(Beginning of Supplied entries)

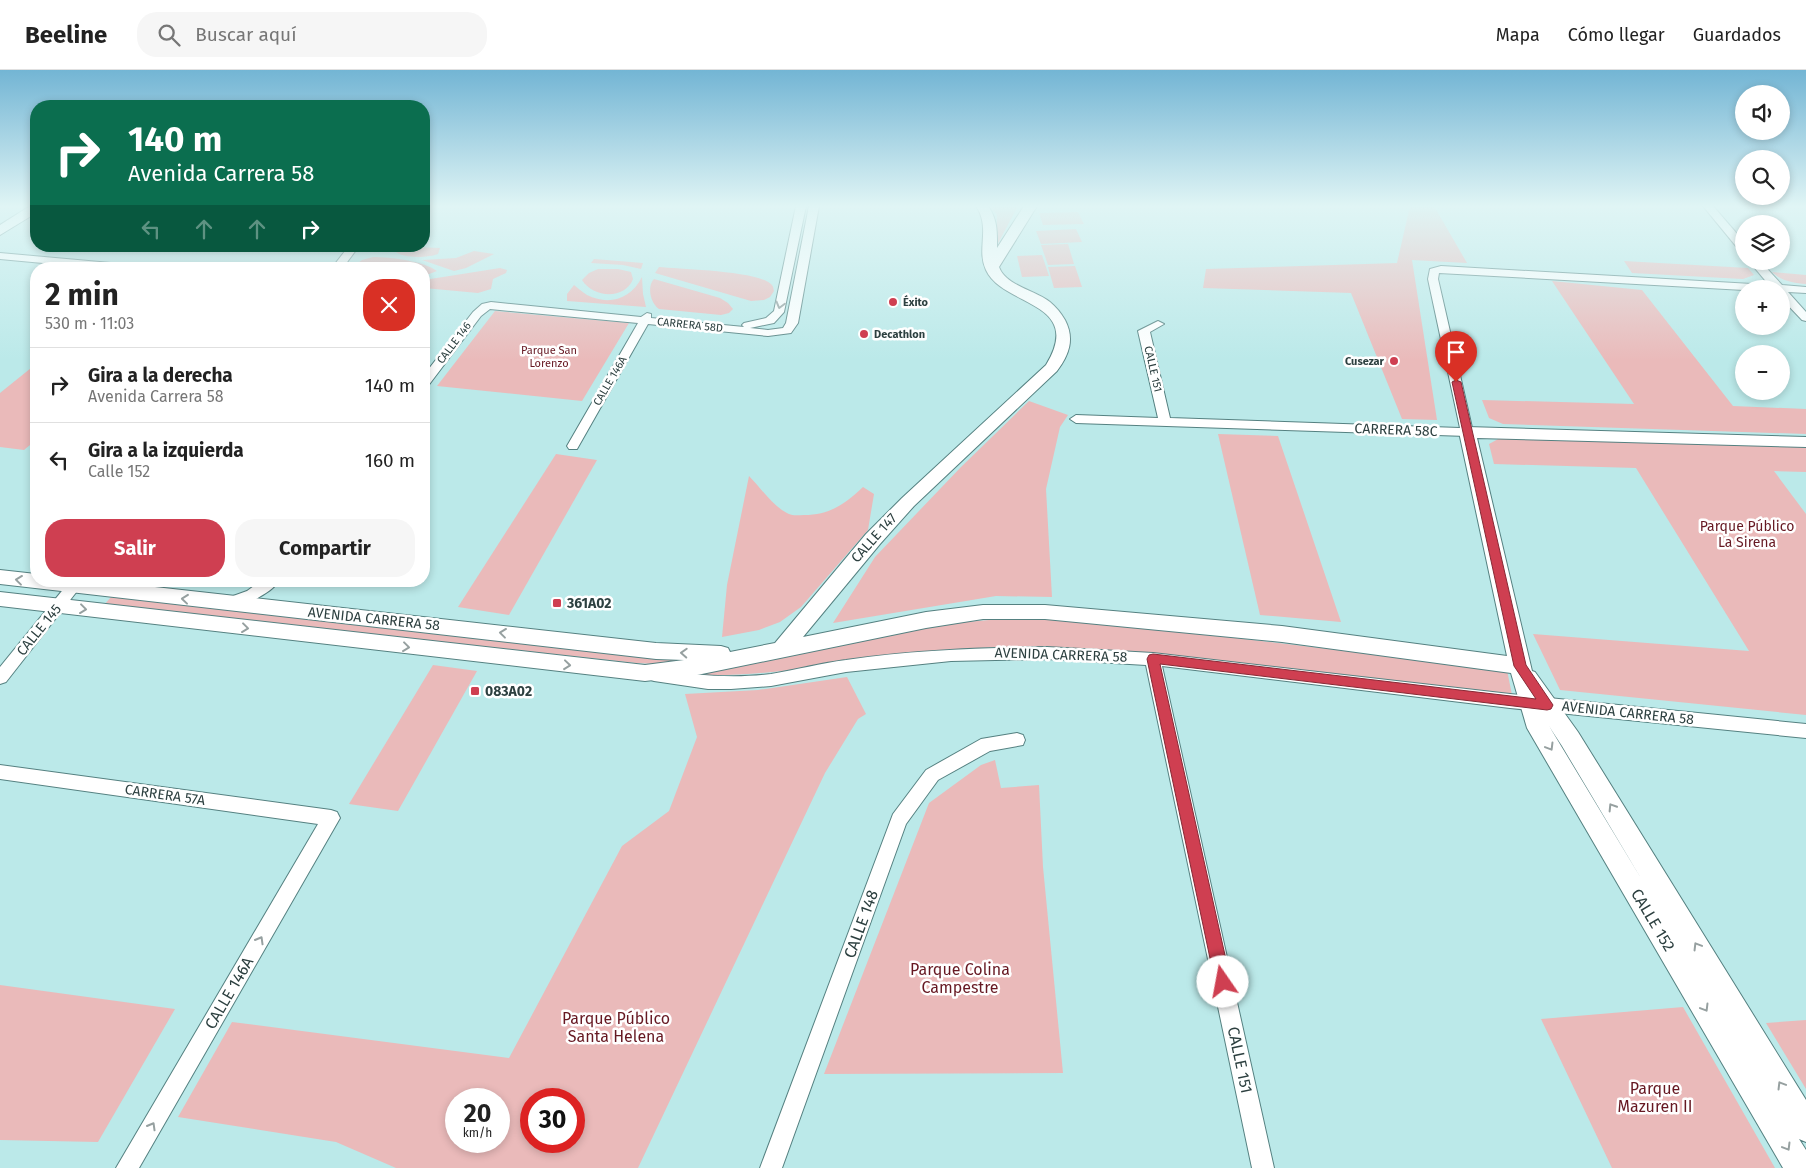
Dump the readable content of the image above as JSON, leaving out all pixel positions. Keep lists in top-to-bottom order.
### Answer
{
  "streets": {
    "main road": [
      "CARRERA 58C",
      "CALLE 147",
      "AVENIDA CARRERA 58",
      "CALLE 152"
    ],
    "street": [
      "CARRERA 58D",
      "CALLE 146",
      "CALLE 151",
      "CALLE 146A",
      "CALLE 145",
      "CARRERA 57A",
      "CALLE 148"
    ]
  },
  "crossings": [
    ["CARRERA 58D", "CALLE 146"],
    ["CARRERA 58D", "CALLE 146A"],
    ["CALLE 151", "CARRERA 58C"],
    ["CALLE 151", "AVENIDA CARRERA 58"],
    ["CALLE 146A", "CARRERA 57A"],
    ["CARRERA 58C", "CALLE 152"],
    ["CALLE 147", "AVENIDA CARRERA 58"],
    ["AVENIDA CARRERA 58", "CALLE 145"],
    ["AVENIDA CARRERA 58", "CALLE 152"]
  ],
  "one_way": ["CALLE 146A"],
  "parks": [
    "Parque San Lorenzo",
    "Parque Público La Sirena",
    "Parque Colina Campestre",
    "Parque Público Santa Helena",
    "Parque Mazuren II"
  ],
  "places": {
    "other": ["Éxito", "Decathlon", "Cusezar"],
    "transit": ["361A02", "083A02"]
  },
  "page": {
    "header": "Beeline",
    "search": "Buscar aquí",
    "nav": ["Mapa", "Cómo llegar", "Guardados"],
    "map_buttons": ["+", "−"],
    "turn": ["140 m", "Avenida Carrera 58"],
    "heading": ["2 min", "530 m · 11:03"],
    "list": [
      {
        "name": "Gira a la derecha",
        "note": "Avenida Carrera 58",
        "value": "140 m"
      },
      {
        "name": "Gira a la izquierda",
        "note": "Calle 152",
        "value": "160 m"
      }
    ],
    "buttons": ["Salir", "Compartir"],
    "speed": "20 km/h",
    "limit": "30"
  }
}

(End of Supplied entries)
(Beginning of Supplied entries)

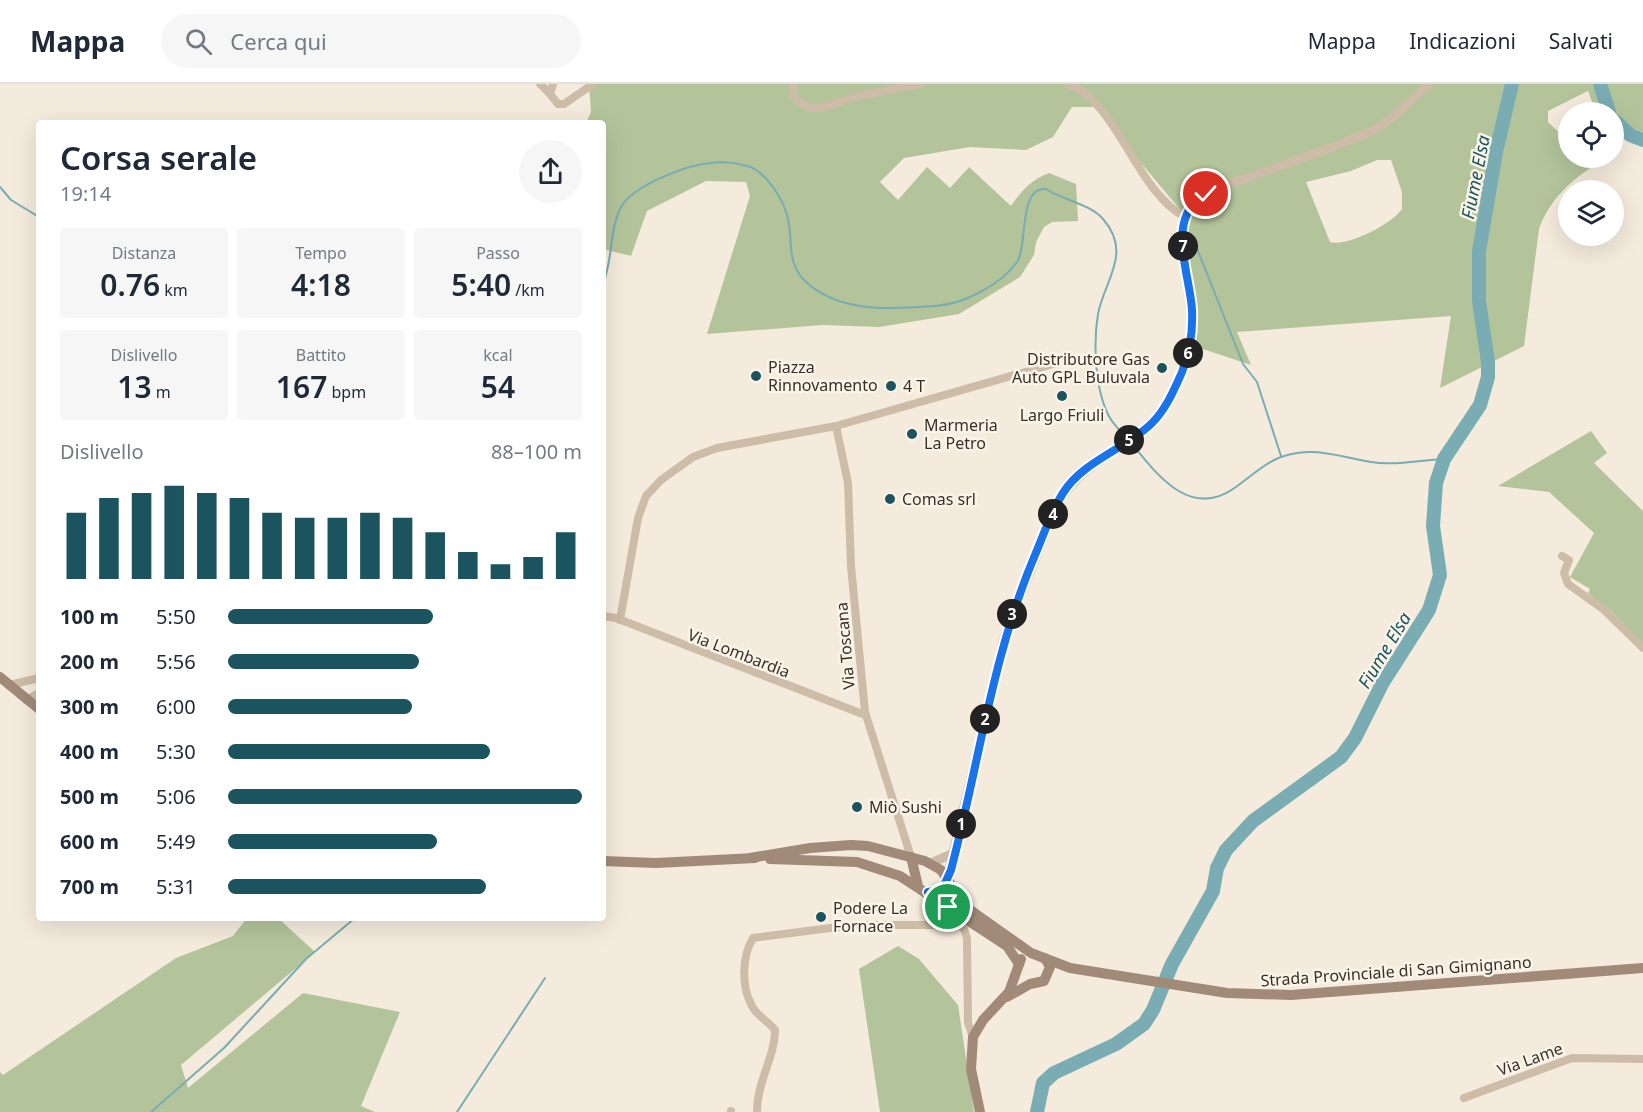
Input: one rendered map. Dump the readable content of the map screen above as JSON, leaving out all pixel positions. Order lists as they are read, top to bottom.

(End of Supplied entries)

Each line that mentions the string "JSON" must be copied from the listing.

[Task solution]
Dump the readable content of the image above as JSON, leaving out all pixel positions. Keep lists in top-to-bottom order.
Input: one rendered map. Dump the readable content of the map screen above as JSON, leaving out all pixel positions. Order lists as they are read, top to bottom.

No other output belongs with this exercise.